**PROBLEM TO WORK ON:** Reproduce the lines below verbatim. Pictures are to be omitted.

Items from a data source
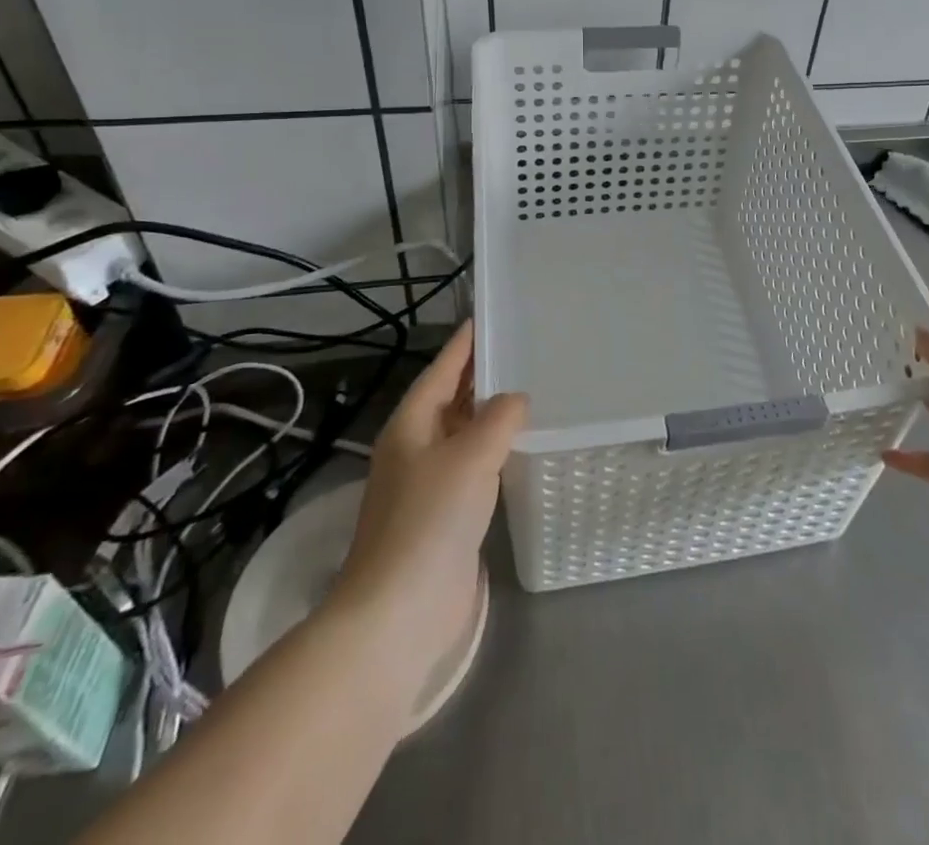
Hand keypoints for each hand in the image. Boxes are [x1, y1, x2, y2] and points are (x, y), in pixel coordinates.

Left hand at [331, 321, 527, 686]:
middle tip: (521, 349)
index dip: (464, 344)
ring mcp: (428, 484)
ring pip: (463, 433)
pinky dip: (495, 450)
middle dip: (480, 375)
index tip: (487, 317)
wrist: (400, 612)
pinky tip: (520, 447)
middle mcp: (415, 448)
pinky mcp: (444, 516)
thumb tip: (515, 400)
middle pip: (450, 398)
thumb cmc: (430, 520)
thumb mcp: (470, 456)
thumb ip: (498, 418)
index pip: (441, 370)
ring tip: (529, 389)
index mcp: (411, 425)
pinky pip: (473, 466)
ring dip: (490, 413)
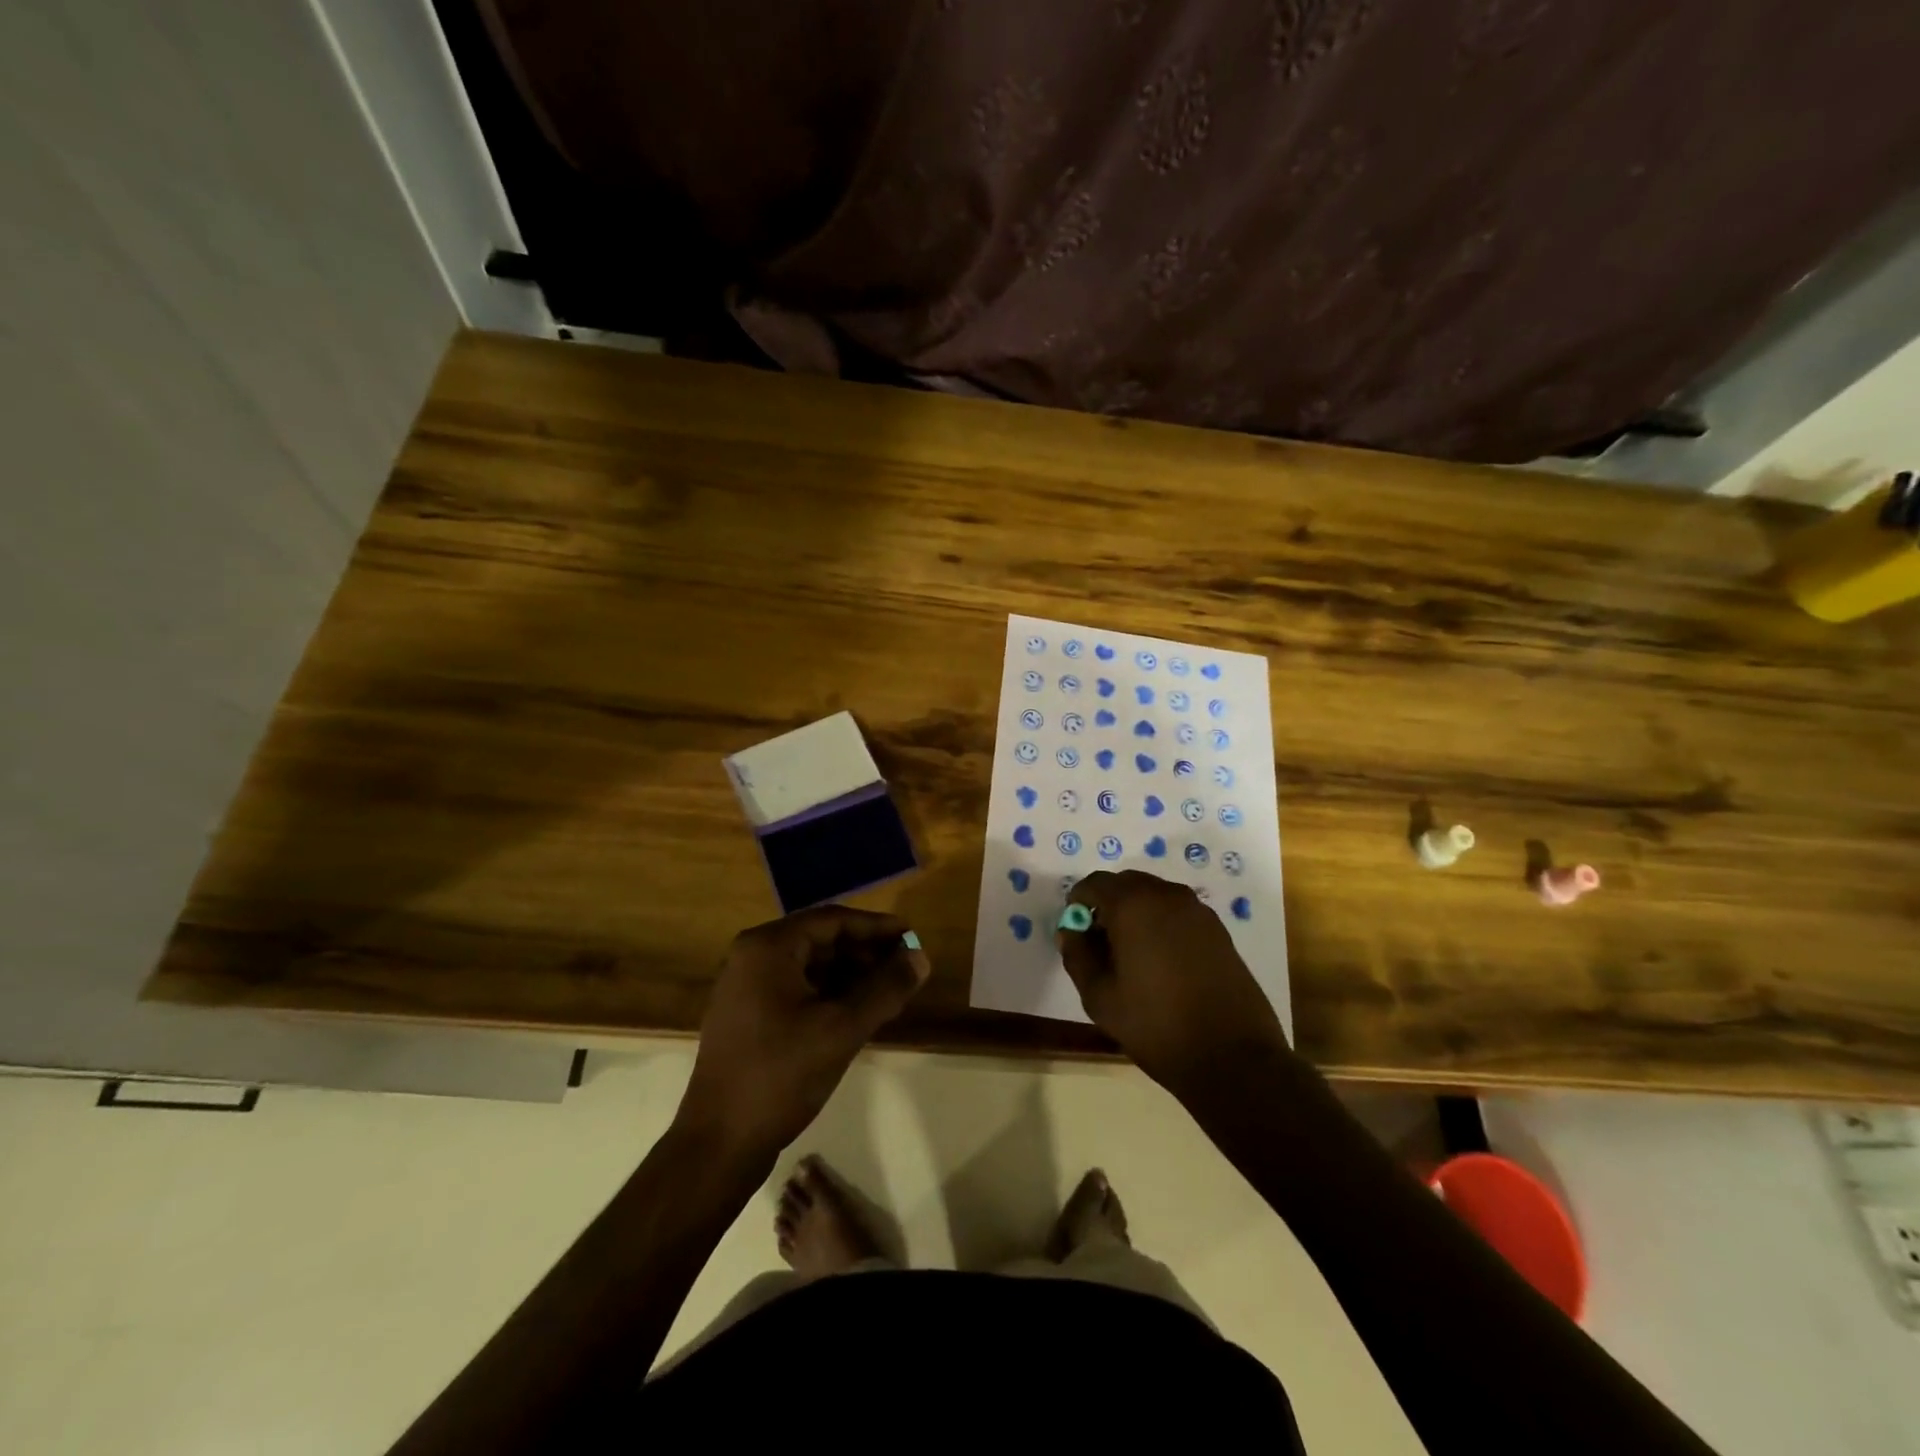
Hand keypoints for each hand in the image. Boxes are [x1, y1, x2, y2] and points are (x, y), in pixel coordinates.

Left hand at [679, 905, 929, 1160]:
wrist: (718, 1144)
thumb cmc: (781, 1076)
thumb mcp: (842, 1029)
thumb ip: (886, 989)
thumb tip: (921, 957)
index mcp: (768, 947)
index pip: (833, 920)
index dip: (876, 927)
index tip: (912, 937)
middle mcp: (752, 956)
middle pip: (820, 940)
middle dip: (865, 952)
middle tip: (905, 967)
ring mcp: (745, 986)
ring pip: (810, 966)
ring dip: (850, 975)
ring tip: (888, 992)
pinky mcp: (747, 1015)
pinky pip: (796, 988)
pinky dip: (829, 994)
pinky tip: (857, 1013)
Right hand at [1058, 870, 1288, 1092]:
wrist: (1233, 1057)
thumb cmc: (1156, 1025)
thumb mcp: (1100, 997)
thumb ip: (1078, 956)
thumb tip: (1071, 931)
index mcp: (1133, 905)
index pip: (1094, 884)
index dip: (1078, 903)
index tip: (1075, 931)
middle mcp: (1167, 896)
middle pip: (1126, 884)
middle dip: (1107, 905)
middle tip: (1100, 943)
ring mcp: (1198, 911)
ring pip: (1154, 896)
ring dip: (1135, 913)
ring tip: (1131, 955)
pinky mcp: (1218, 930)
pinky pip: (1177, 912)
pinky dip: (1161, 923)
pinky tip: (1161, 962)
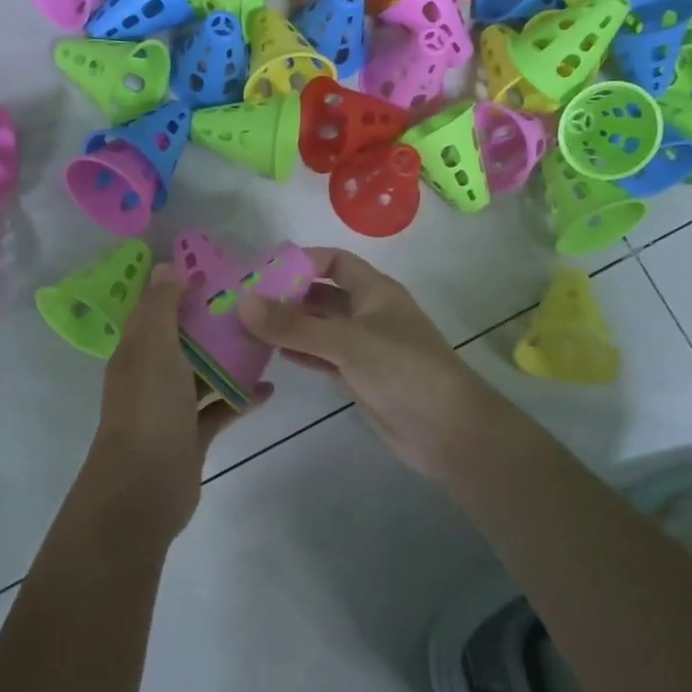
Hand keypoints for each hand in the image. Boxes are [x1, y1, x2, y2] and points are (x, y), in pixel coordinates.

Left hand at [87, 263, 267, 541]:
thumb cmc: (149, 408)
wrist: (143, 488)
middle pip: (184, 340)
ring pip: (204, 373)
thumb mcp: (153, 347)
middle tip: (253, 302)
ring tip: (267, 339)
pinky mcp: (192, 435)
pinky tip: (270, 388)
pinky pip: (220, 408)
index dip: (180, 289)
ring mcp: (172, 407)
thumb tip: (165, 267)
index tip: (217, 270)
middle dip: (212, 322)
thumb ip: (161, 307)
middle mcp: (151, 374)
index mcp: (137, 350)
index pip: (156, 310)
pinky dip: (241, 398)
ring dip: (230, 359)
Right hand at [238, 248, 507, 478]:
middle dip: (288, 295)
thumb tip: (243, 303)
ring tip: (248, 327)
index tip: (263, 270)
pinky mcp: (359, 377)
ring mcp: (364, 347)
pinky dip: (300, 352)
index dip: (302, 260)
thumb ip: (295, 325)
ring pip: (320, 327)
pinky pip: (322, 356)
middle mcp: (368, 313)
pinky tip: (272, 353)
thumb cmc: (403, 370)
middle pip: (322, 294)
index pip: (335, 261)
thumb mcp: (347, 341)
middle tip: (244, 301)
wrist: (448, 431)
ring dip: (289, 326)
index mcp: (375, 291)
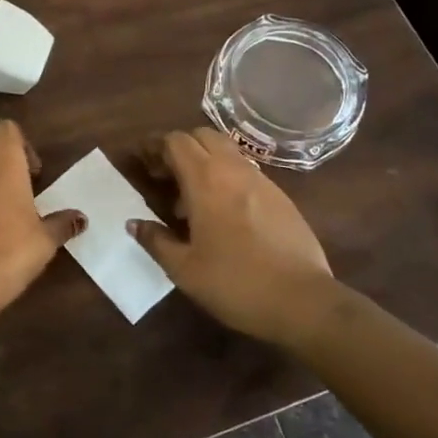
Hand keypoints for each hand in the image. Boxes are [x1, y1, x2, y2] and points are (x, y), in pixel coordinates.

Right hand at [130, 127, 342, 347]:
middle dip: (180, 147)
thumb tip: (134, 223)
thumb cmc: (235, 283)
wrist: (303, 301)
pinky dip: (227, 178)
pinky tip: (223, 214)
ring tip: (191, 199)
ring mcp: (262, 181)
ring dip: (204, 162)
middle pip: (203, 136)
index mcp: (206, 180)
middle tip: (166, 176)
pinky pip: (246, 172)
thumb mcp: (184, 269)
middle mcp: (234, 170)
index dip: (155, 146)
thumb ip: (156, 240)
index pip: (176, 141)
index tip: (142, 162)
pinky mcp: (281, 197)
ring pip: (227, 152)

**WRITTEN ANSWER:**
Hand keypoints for each hand in the image. Boxes are [x1, y1, x2, y2] and points are (x, y), in pixel coordinates.

Left hand at [331, 321, 527, 686]:
middle tip: (521, 349)
index dip: (464, 344)
ring mcp: (428, 484)
ring pip: (463, 433)
pinky dip: (495, 450)
middle dip: (480, 375)
index tip: (487, 317)
wrist: (400, 612)
pinky tip: (520, 447)
middle mcp: (415, 448)
pinky mcp: (444, 516)
thumb tip: (515, 400)
middle pip: (450, 398)
thumb cmc: (430, 520)
thumb mcp: (470, 456)
thumb ip: (498, 418)
index pip: (441, 370)
ring tip: (529, 389)
index mcp: (411, 425)
pinky pip: (473, 466)
ring dip: (490, 413)
Hand keypoints for each hand in the image. Boxes are [x1, y1, x2, y2] and points are (x, y), in pixel coordinates.

Left hand at [679, 905, 929, 1160]:
wrist: (718, 1144)
thumb cmc: (781, 1076)
thumb mcp: (842, 1029)
thumb ip: (886, 989)
thumb tip: (921, 957)
index mcp: (768, 947)
index pip: (833, 920)
index dip: (876, 927)
index tip: (912, 937)
middle mcp: (752, 956)
middle pip: (820, 940)
middle dip: (865, 952)
middle tip: (905, 967)
ring mcp: (745, 986)
ring pip: (810, 966)
ring dip: (850, 975)
ring tip: (888, 992)
pinky mcp: (747, 1015)
pinky pip: (796, 988)
pinky dip: (829, 994)
pinky tip: (857, 1013)
Right hand at [1058, 870, 1288, 1092]:
wrist: (1233, 1057)
thumb cmc: (1156, 1025)
thumb mcp: (1100, 997)
thumb ip: (1078, 956)
thumb tip: (1071, 931)
index mcp: (1133, 905)
index pip: (1094, 884)
index dip: (1078, 903)
index tip: (1075, 931)
middle mcp: (1167, 896)
middle pip: (1126, 884)
middle dip: (1107, 905)
middle tip: (1100, 943)
ring mcp: (1198, 911)
ring pip: (1154, 896)
ring dip: (1135, 913)
ring tip: (1131, 955)
pinky mcp: (1218, 930)
pinky pip: (1177, 912)
pinky dip: (1161, 923)
pinky tip: (1161, 962)
Hand keypoints for each hand in the image. Boxes are [x1, y1, x2, y2] and points are (x, y), in pixel coordinates.

Left hand at [87, 263, 267, 541]:
thumb cmc: (149, 408)
wrist: (143, 488)
middle pip: (184, 340)
ring pip: (204, 373)
thumb mcp: (153, 347)
middle tip: (253, 302)
ring tip: (267, 339)
pinky mcp: (192, 435)
pinky tip: (270, 388)
pinky pip: (220, 408)
index dip: (180, 289)
ring mcp: (172, 407)
thumb tip: (165, 267)
index tip: (217, 270)
middle dip: (212, 322)
thumb ip: (161, 307)
middle mcp: (151, 374)
index mcp: (137, 350)
index pip: (156, 310)
pinky dip: (241, 398)
ring dip: (230, 359)
Right hand at [238, 248, 507, 478]:
middle dip: (288, 295)
thumb tip: (243, 303)
ring tip: (248, 327)
index tip: (263, 270)
pinky mcp: (359, 377)
ring mcp: (364, 347)
pinky dip: (300, 352)
index dip: (302, 260)
thumb ip: (295, 325)
ring pip: (320, 327)
pinky pip: (322, 356)
middle mcp: (368, 313)
pinky tip: (272, 353)
thumb cmc: (403, 370)
middle pip: (322, 294)
index pip: (335, 261)
thumb mcp: (347, 341)
middle tip: (244, 301)
wrist: (448, 431)
ring dip: (289, 326)
index mcp: (375, 291)
Hand keypoints for each hand in the image. Boxes are [x1, y1, x2, y2] and points are (x, y), in pixel coordinates.

Right hand at [130, 127, 342, 347]:
middle dip: (180, 147)
thumb tip: (134, 223)
thumb cmc: (235, 283)
wrist: (303, 301)
pinky dip: (227, 178)
pinky tip: (223, 214)
ring tip: (191, 199)
ring mcp: (262, 181)
ring dip: (204, 162)
middle pip: (203, 136)
index mcp: (206, 180)
middle tip: (166, 176)
pinky pip: (246, 172)
thumb mcp: (184, 269)
middle mcp: (234, 170)
index dip: (155, 146)
thumb ip: (156, 240)
index pip: (176, 141)
index tip: (142, 162)
pinky mcp: (281, 197)
ring pip: (227, 152)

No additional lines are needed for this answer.